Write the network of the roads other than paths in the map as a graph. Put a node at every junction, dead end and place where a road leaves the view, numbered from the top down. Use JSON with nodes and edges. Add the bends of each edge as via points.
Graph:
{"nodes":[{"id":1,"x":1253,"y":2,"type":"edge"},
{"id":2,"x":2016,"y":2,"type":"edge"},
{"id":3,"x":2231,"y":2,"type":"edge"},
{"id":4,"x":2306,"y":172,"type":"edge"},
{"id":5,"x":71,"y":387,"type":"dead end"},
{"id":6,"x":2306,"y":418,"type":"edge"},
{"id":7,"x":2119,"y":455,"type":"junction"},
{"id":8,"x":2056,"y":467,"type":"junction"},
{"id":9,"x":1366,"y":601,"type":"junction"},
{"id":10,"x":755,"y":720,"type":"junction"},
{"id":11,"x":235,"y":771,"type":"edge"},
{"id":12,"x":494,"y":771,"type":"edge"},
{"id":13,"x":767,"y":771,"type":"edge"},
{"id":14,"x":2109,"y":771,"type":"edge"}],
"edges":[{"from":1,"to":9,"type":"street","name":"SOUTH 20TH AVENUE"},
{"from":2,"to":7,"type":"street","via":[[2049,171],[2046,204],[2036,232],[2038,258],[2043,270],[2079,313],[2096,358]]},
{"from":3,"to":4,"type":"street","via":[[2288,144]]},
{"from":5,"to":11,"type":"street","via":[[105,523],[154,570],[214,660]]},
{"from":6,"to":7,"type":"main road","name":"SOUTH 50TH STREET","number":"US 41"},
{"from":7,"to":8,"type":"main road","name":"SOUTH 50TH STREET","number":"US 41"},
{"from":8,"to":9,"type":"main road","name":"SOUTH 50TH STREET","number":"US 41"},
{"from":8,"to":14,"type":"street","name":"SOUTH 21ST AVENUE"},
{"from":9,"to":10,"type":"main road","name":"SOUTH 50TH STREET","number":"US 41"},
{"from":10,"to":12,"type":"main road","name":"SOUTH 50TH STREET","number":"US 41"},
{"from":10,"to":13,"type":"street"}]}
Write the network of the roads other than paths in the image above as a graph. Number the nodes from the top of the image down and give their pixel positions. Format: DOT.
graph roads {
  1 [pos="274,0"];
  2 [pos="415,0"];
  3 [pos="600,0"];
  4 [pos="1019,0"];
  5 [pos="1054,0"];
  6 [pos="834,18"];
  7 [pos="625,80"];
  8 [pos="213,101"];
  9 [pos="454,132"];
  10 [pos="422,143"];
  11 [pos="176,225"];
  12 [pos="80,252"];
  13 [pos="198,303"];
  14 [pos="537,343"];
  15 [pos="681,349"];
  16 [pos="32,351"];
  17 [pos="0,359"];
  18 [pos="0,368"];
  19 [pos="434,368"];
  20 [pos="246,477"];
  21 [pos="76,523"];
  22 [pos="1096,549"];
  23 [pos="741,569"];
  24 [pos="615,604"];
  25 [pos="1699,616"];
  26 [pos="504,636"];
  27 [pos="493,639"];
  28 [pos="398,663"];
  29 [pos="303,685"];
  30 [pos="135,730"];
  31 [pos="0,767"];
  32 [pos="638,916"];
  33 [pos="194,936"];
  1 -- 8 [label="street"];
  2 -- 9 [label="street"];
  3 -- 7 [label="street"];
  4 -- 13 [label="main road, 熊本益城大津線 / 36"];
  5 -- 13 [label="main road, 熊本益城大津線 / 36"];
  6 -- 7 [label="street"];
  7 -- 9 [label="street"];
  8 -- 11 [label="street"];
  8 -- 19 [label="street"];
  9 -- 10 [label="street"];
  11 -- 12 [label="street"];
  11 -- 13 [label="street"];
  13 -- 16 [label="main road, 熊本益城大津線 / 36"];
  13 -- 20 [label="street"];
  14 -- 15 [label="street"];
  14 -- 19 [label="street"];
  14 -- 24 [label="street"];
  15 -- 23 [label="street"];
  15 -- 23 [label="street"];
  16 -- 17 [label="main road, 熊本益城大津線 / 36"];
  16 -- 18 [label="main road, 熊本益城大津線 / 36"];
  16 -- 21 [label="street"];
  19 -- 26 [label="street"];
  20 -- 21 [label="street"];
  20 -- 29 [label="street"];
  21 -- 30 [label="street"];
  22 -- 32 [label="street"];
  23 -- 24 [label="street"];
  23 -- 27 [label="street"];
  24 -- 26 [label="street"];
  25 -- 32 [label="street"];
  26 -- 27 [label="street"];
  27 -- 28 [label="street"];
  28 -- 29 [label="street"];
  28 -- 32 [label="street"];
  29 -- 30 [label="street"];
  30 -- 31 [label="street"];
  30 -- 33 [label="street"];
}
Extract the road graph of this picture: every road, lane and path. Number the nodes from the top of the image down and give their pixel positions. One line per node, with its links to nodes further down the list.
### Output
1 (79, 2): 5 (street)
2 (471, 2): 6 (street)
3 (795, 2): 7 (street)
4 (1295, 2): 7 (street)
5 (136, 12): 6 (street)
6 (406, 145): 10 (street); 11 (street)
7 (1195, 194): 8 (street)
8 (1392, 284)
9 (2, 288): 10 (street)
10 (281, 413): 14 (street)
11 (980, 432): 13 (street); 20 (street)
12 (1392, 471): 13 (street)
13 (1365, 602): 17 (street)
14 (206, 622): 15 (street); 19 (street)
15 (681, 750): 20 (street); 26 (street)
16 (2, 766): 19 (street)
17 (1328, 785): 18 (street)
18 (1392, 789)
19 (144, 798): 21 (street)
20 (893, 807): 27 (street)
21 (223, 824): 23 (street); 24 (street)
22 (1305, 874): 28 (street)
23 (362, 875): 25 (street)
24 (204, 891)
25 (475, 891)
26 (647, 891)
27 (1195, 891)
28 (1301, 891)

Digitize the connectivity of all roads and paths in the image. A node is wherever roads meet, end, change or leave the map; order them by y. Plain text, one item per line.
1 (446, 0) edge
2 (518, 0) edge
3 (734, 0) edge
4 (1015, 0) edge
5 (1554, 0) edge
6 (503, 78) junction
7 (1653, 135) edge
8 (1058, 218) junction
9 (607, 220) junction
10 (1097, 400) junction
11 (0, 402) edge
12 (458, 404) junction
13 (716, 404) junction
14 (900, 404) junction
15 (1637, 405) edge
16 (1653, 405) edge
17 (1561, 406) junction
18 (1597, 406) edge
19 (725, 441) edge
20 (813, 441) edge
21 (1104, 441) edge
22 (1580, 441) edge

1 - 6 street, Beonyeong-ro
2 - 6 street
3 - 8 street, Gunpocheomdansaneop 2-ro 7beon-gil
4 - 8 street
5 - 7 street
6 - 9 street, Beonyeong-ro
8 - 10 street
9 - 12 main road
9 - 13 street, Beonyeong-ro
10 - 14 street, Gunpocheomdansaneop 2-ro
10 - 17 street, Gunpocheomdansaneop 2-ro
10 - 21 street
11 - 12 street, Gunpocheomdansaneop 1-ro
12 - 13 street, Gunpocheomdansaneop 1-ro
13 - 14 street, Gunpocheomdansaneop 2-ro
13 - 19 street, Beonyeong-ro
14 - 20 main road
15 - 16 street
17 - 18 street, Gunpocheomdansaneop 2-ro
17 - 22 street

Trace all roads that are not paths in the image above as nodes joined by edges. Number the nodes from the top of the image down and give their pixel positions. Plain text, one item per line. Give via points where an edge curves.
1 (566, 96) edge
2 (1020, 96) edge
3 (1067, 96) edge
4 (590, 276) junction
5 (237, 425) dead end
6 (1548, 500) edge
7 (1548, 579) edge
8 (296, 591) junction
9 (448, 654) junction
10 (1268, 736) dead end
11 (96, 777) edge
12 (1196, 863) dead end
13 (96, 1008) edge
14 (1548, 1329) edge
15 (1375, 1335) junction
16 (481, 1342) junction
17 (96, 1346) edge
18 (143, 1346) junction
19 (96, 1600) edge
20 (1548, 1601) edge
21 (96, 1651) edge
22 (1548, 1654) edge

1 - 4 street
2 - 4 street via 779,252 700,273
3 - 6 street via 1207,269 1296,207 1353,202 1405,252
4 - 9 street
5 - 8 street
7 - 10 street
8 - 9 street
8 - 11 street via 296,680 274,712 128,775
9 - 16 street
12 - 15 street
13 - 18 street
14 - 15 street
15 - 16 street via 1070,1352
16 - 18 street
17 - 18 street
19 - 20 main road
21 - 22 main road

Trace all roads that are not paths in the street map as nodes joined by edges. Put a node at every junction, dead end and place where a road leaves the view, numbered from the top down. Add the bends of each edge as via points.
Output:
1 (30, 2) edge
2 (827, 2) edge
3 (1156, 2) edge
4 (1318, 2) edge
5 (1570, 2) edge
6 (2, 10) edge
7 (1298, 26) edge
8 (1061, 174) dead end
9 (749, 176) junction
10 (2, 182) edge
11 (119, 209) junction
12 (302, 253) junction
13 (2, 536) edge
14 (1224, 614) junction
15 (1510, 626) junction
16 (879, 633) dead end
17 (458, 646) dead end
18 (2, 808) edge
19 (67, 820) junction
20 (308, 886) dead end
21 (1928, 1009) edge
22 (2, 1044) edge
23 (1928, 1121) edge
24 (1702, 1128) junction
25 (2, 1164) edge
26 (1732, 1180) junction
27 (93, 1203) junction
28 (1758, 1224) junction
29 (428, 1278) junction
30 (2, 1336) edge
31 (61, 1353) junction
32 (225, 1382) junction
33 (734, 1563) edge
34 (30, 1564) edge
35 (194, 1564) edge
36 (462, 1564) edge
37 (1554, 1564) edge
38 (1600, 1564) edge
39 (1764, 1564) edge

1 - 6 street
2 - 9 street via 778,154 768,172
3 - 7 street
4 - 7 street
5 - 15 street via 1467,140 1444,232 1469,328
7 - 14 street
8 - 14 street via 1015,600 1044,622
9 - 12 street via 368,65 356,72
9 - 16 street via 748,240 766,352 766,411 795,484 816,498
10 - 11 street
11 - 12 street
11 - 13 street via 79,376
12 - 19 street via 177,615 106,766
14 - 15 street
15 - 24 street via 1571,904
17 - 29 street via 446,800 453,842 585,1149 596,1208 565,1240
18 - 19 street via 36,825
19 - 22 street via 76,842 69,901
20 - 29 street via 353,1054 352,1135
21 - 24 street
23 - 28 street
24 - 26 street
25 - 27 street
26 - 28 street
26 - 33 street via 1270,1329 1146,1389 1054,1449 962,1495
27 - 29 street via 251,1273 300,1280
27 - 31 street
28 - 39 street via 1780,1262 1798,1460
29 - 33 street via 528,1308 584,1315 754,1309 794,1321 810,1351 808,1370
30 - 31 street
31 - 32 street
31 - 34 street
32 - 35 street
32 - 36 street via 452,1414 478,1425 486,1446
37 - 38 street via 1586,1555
====
TASK DESCRIPTION
Apply a filter for "Beonyeong" to the data above, then copy each line that matches.

EXERCISE RESPONSE
1 - 6 street, Beonyeong-ro
6 - 9 street, Beonyeong-ro
9 - 13 street, Beonyeong-ro
13 - 19 street, Beonyeong-ro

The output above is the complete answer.